§ **ACTIVITY**
Set down all of the entries below exactly, and omit the pictures.

§ **DATA EXCERPTS**

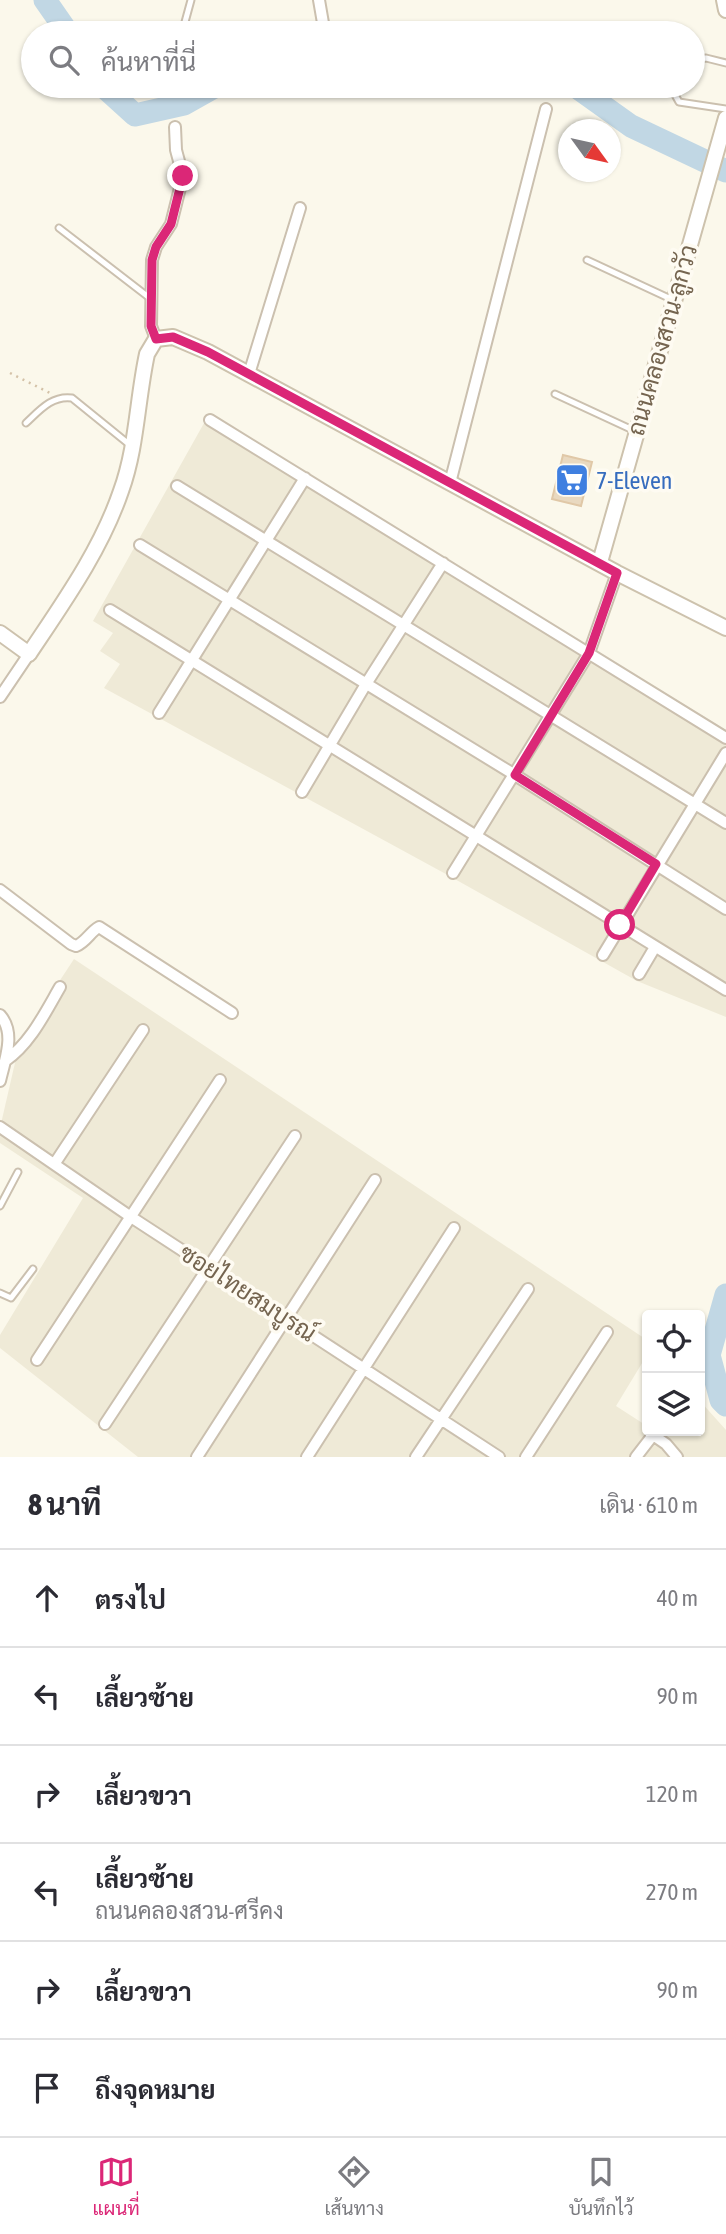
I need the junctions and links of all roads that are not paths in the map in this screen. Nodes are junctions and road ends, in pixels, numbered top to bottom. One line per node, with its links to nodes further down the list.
1 (191, 0): 5 (lane)
2 (319, 0): 6 (street)
3 (724, 0): 4 (street)
4 (726, 10)
5 (185, 21)
6 (323, 21)
7 (705, 58): 8 (lane)
8 (726, 63)
9 (677, 98): 11 (lane)
10 (546, 109): 27 (street)
11 (726, 109)
12 (726, 118): 18 (street, ถนนคลองสวน-ลูกวัว)
13 (175, 127): 17 (street)
14 (300, 208): 20 (street)
15 (59, 229): 17 (lane)
16 (587, 260): 18 (lane)
17 (151, 299): 19 (street)
18 (673, 300): 24 (street, ถนนคลองสวน-ลูกวัว)
19 (156, 339): 20 (street); 25 (street)
20 (248, 374): 27 (street)
21 (555, 394): 24 (lane)
22 (210, 420): 26 (street)
23 (26, 423): 25 (lane)
24 (637, 432): 31 (street, ถนนคลองสวน-ลูกวัว)
25 (132, 447): 40 (street)
26 (305, 478): 29 (street); 32 (street)
27 (450, 483): 31 (street)
28 (177, 486): 29 (street)
29 (266, 540): 34 (street); 36 (street)
30 (140, 545): 34 (street)
31 (600, 562): 33 (street)
32 (443, 563): 36 (street); 39 (street)
33 (617, 573): 37 (street); 39 (street)
34 (230, 600): 41 (street); 42 (street)
35 (110, 610): 41 (street)
36 (403, 624): 42 (street); 45 (street)
37 (726, 628)
38 (0, 633): 40 (street)
39 (589, 653): 45 (street); 46 (street)
40 (29, 654): 43 (street)
41 (193, 661): 44 (street); 47 (street)
42 (366, 684): 47 (street); 49 (street)
43 (0, 697)
44 (159, 713)
45 (551, 716): 49 (street); 51 (street)
46 (726, 738)
47 (330, 746): 50 (street); 53 (street)
48 (726, 753): 51 (street)
49 (515, 775): 53 (street); 54 (street)
50 (302, 793)
51 (694, 803): 52 (street); 54 (street)
52 (726, 823)
53 (476, 837): 55 (street); 58 (street)
54 (656, 864): 57 (street); 58 (street)
55 (453, 873)
56 (0, 890): 64 (street)
57 (726, 909)
58 (620, 925): 59 (street); 60 (street)
59 (655, 947): 61 (street); 63 (street)
60 (603, 955)
61 (639, 974)
62 (60, 987): 67 (street)
63 (726, 990)
64 (232, 1013)
65 (0, 1014): 67 (street)
66 (143, 1030): 72 (street)
67 (5, 1061): 69 (street)
68 (220, 1080): 77 (street)
69 (0, 1081)
70 (0, 1127): 72 (street, ซอยไทยสมบูรณ์)
71 (295, 1136): 79 (street)
72 (55, 1163): 77 (street, ซอยไทยสมบูรณ์)
73 (18, 1171): 75 (lane)
74 (375, 1180): 83 (street)
75 (3, 1193): 76 (lane)
76 (0, 1206)
77 (131, 1217): 79 (street, ซอยไทยสมบูรณ์); 85 (street)
78 (454, 1228): 86 (street)
79 (209, 1268): 83 (street, ซอยไทยสมบูรณ์); 88 (street)
80 (33, 1269): 82 (lane)
81 (527, 1289): 87 (street)
82 (0, 1293)
83 (286, 1318): 86 (street, ซอยไทยสมบูรณ์); 89 (street)
84 (607, 1332): 93 (street)
85 (37, 1360)
86 (365, 1369): 87 (street, ซอยไทยสมบูรณ์); 90 (street)
87 (440, 1419): 91 (street); 92 (street, ซอยไทยสมบูรณ์)
88 (105, 1424)
89 (197, 1457)
90 (307, 1457)
91 (415, 1457)
92 (499, 1457)
93 (526, 1457)
94 (636, 1457): 95 (street)
95 (677, 1457)

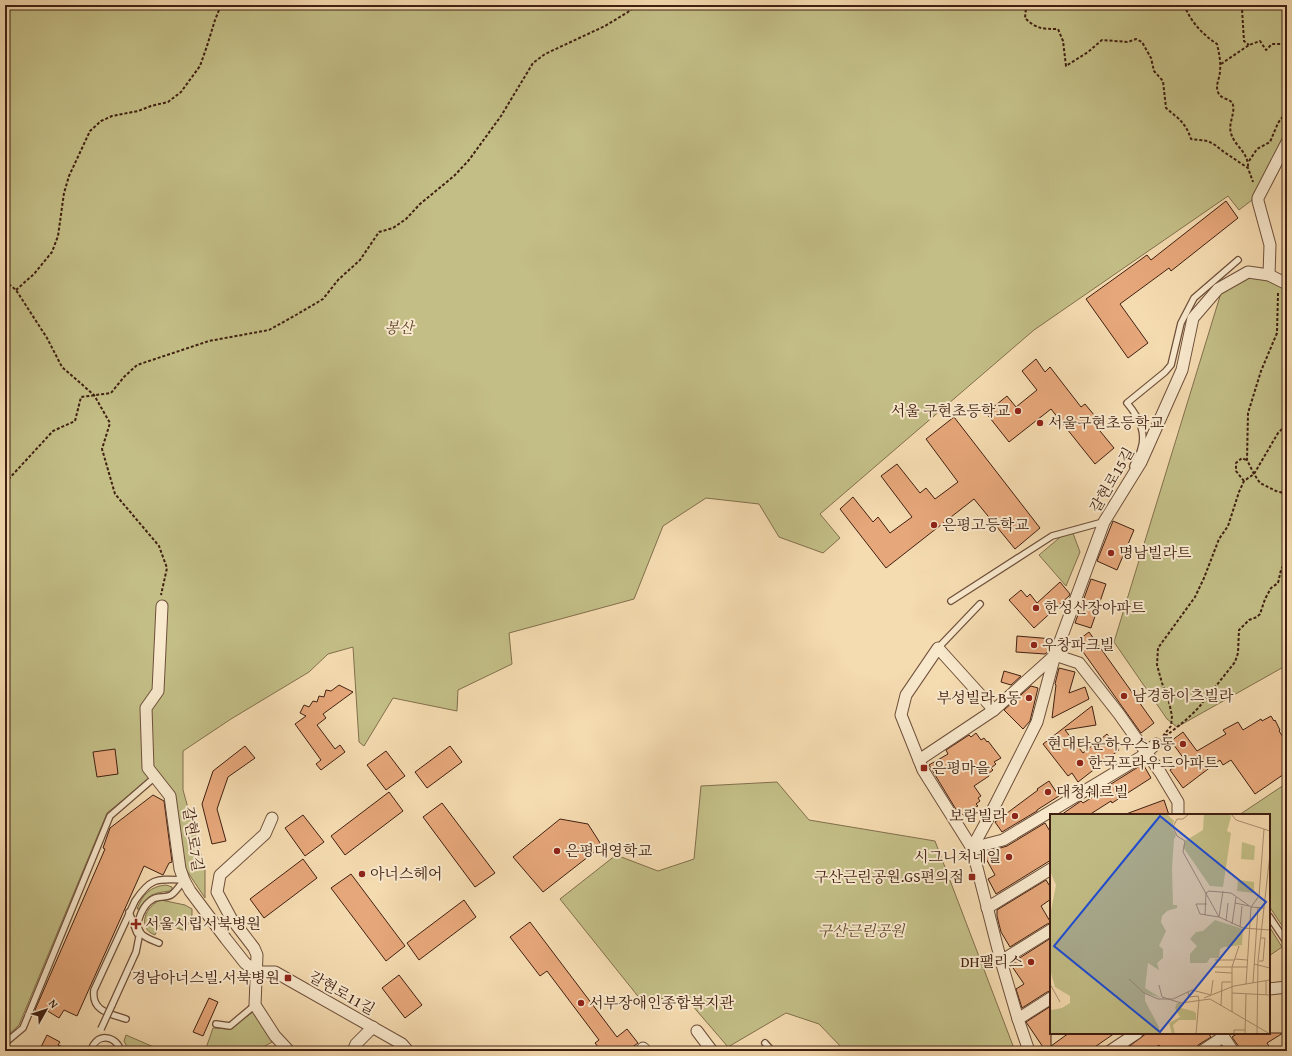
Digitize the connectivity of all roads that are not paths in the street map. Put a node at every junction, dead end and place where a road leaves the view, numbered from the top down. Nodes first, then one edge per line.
1 (1287, 142) edge
2 (1238, 260) dead end
3 (1269, 275) junction
4 (1287, 284) edge
5 (1126, 486) junction
6 (1104, 522) junction
7 (951, 601) dead end
8 (980, 604) dead end
9 (162, 606) road end
10 (938, 648) junction
11 (1055, 655) junction
12 (994, 710) junction
13 (1156, 744) road end
14 (1146, 752) junction
15 (919, 760) junction
16 (155, 777) junction
17 (1178, 814) edge
18 (272, 818) dead end
19 (972, 848) junction
20 (1050, 870) edge
21 (184, 880) junction
22 (987, 908) junction
23 (129, 912) junction
24 (1270, 918) edge
25 (1050, 931) edge
26 (140, 932) junction
27 (139, 939) junction
28 (159, 943) dead end
29 (1287, 944) edge
30 (1001, 961) junction
31 (257, 972) junction
32 (1287, 987) edge
33 (1270, 989) edge
34 (1050, 999) edge
35 (255, 1005) junction
36 (126, 1019) dead end
37 (1018, 1019) junction
38 (216, 1024) dead end
39 (373, 1027) junction
40 (697, 1031) dead end
41 (1136, 1034) edge
42 (1222, 1035) edge
43 (98, 1040) junction
44 (5, 1043) edge
45 (766, 1043) dead end
46 (90, 1051) edge
47 (121, 1051) edge
48 (289, 1051) edge
49 (353, 1051) edge
50 (408, 1051) edge
51 (712, 1051) edge
52 (772, 1051) edge
53 (1029, 1051) edge
54 (1110, 1051) edge
55 (1202, 1051) edge
56 (1232, 1051) edge

1 - 3 street
2 - 5 lane
3 - 4 street, 갈현로15길
3 - 5 street, 갈현로15길
5 - 6 street, 갈현로15길
6 - 7 lane
6 - 11 street, 갈현로15길
8 - 10 lane
9 - 16 street, 갈현로7길
10 - 12 street
10 - 15 street
11 - 12 street
11 - 14 street
11 - 19 street, 갈현로15길
12 - 15 street
13 - 14 street
14 - 17 street
14 - 19 street
15 - 19 street
16 - 21 street, 갈현로7길
16 - 44 lane
18 - 31 street
19 - 22 street
20 - 22 street
21 - 23 lane
21 - 26 lane
21 - 31 street, 갈현로7길
22 - 30 street
23 - 27 lane
23 - 36 lane
24 - 29 lane
25 - 30 street
26 - 27 lane
26 - 28 lane
27 - 43 lane, bridge
30 - 37 street
31 - 35 street
31 - 39 street, 갈현로11길
32 - 33 street
34 - 37 street
35 - 38 lane
35 - 48 street
37 - 53 street
39 - 49 street
39 - 50 street, 갈현로11길
40 - 51 street
41 - 54 street
42 - 55 street
42 - 56 street
43 - 46 lane
43 - 47 lane
45 - 52 lane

§ **FINISHED TASK**
I need the junctions and links of all roads that are not paths in the map in this screen. Nodes are junctions and road ends, in pixels, numbered top to bottom. One line per node, with its links to nodes further down the list.
1 (191, 0): 5 (lane)
2 (319, 0): 6 (street)
3 (724, 0): 4 (street)
4 (726, 10)
5 (185, 21)
6 (323, 21)
7 (705, 58): 8 (lane)
8 (726, 63)
9 (677, 98): 11 (lane)
10 (546, 109): 27 (street)
11 (726, 109)
12 (726, 118): 18 (street, ถนนคลองสวน-ลูกวัว)
13 (175, 127): 17 (street)
14 (300, 208): 20 (street)
15 (59, 229): 17 (lane)
16 (587, 260): 18 (lane)
17 (151, 299): 19 (street)
18 (673, 300): 24 (street, ถนนคลองสวน-ลูกวัว)
19 (156, 339): 20 (street); 25 (street)
20 (248, 374): 27 (street)
21 (555, 394): 24 (lane)
22 (210, 420): 26 (street)
23 (26, 423): 25 (lane)
24 (637, 432): 31 (street, ถนนคลองสวน-ลูกวัว)
25 (132, 447): 40 (street)
26 (305, 478): 29 (street); 32 (street)
27 (450, 483): 31 (street)
28 (177, 486): 29 (street)
29 (266, 540): 34 (street); 36 (street)
30 (140, 545): 34 (street)
31 (600, 562): 33 (street)
32 (443, 563): 36 (street); 39 (street)
33 (617, 573): 37 (street); 39 (street)
34 (230, 600): 41 (street); 42 (street)
35 (110, 610): 41 (street)
36 (403, 624): 42 (street); 45 (street)
37 (726, 628)
38 (0, 633): 40 (street)
39 (589, 653): 45 (street); 46 (street)
40 (29, 654): 43 (street)
41 (193, 661): 44 (street); 47 (street)
42 (366, 684): 47 (street); 49 (street)
43 (0, 697)
44 (159, 713)
45 (551, 716): 49 (street); 51 (street)
46 (726, 738)
47 (330, 746): 50 (street); 53 (street)
48 (726, 753): 51 (street)
49 (515, 775): 53 (street); 54 (street)
50 (302, 793)
51 (694, 803): 52 (street); 54 (street)
52 (726, 823)
53 (476, 837): 55 (street); 58 (street)
54 (656, 864): 57 (street); 58 (street)
55 (453, 873)
56 (0, 890): 64 (street)
57 (726, 909)
58 (620, 925): 59 (street); 60 (street)
59 (655, 947): 61 (street); 63 (street)
60 (603, 955)
61 (639, 974)
62 (60, 987): 67 (street)
63 (726, 990)
64 (232, 1013)
65 (0, 1014): 67 (street)
66 (143, 1030): 72 (street)
67 (5, 1061): 69 (street)
68 (220, 1080): 77 (street)
69 (0, 1081)
70 (0, 1127): 72 (street, ซอยไทยสมบูรณ์)
71 (295, 1136): 79 (street)
72 (55, 1163): 77 (street, ซอยไทยสมบูรณ์)
73 (18, 1171): 75 (lane)
74 (375, 1180): 83 (street)
75 (3, 1193): 76 (lane)
76 (0, 1206)
77 (131, 1217): 79 (street, ซอยไทยสมบูรณ์); 85 (street)
78 (454, 1228): 86 (street)
79 (209, 1268): 83 (street, ซอยไทยสมบูรณ์); 88 (street)
80 (33, 1269): 82 (lane)
81 (527, 1289): 87 (street)
82 (0, 1293)
83 (286, 1318): 86 (street, ซอยไทยสมบูรณ์); 89 (street)
84 (607, 1332): 93 (street)
85 (37, 1360)
86 (365, 1369): 87 (street, ซอยไทยสมบูรณ์); 90 (street)
87 (440, 1419): 91 (street); 92 (street, ซอยไทยสมบูรณ์)
88 (105, 1424)
89 (197, 1457)
90 (307, 1457)
91 (415, 1457)
92 (499, 1457)
93 (526, 1457)
94 (636, 1457): 95 (street)
95 (677, 1457)

Digitize the connectivity of all roads that are not paths in the street map. Put a node at every junction, dead end and place where a road leaves the view, numbered from the top down. Nodes first, then one edge per line.
1 (1287, 142) edge
2 (1238, 260) dead end
3 (1269, 275) junction
4 (1287, 284) edge
5 (1126, 486) junction
6 (1104, 522) junction
7 (951, 601) dead end
8 (980, 604) dead end
9 (162, 606) road end
10 (938, 648) junction
11 (1055, 655) junction
12 (994, 710) junction
13 (1156, 744) road end
14 (1146, 752) junction
15 (919, 760) junction
16 (155, 777) junction
17 (1178, 814) edge
18 (272, 818) dead end
19 (972, 848) junction
20 (1050, 870) edge
21 (184, 880) junction
22 (987, 908) junction
23 (129, 912) junction
24 (1270, 918) edge
25 (1050, 931) edge
26 (140, 932) junction
27 (139, 939) junction
28 (159, 943) dead end
29 (1287, 944) edge
30 (1001, 961) junction
31 (257, 972) junction
32 (1287, 987) edge
33 (1270, 989) edge
34 (1050, 999) edge
35 (255, 1005) junction
36 (126, 1019) dead end
37 (1018, 1019) junction
38 (216, 1024) dead end
39 (373, 1027) junction
40 (697, 1031) dead end
41 (1136, 1034) edge
42 (1222, 1035) edge
43 (98, 1040) junction
44 (5, 1043) edge
45 (766, 1043) dead end
46 (90, 1051) edge
47 (121, 1051) edge
48 (289, 1051) edge
49 (353, 1051) edge
50 (408, 1051) edge
51 (712, 1051) edge
52 (772, 1051) edge
53 (1029, 1051) edge
54 (1110, 1051) edge
55 (1202, 1051) edge
56 (1232, 1051) edge

1 - 3 street
2 - 5 lane
3 - 4 street, 갈현로15길
3 - 5 street, 갈현로15길
5 - 6 street, 갈현로15길
6 - 7 lane
6 - 11 street, 갈현로15길
8 - 10 lane
9 - 16 street, 갈현로7길
10 - 12 street
10 - 15 street
11 - 12 street
11 - 14 street
11 - 19 street, 갈현로15길
12 - 15 street
13 - 14 street
14 - 17 street
14 - 19 street
15 - 19 street
16 - 21 street, 갈현로7길
16 - 44 lane
18 - 31 street
19 - 22 street
20 - 22 street
21 - 23 lane
21 - 26 lane
21 - 31 street, 갈현로7길
22 - 30 street
23 - 27 lane
23 - 36 lane
24 - 29 lane
25 - 30 street
26 - 27 lane
26 - 28 lane
27 - 43 lane, bridge
30 - 37 street
31 - 35 street
31 - 39 street, 갈현로11길
32 - 33 street
34 - 37 street
35 - 38 lane
35 - 48 street
37 - 53 street
39 - 49 street
39 - 50 street, 갈현로11길
40 - 51 street
41 - 54 street
42 - 55 street
42 - 56 street
43 - 46 lane
43 - 47 lane
45 - 52 lane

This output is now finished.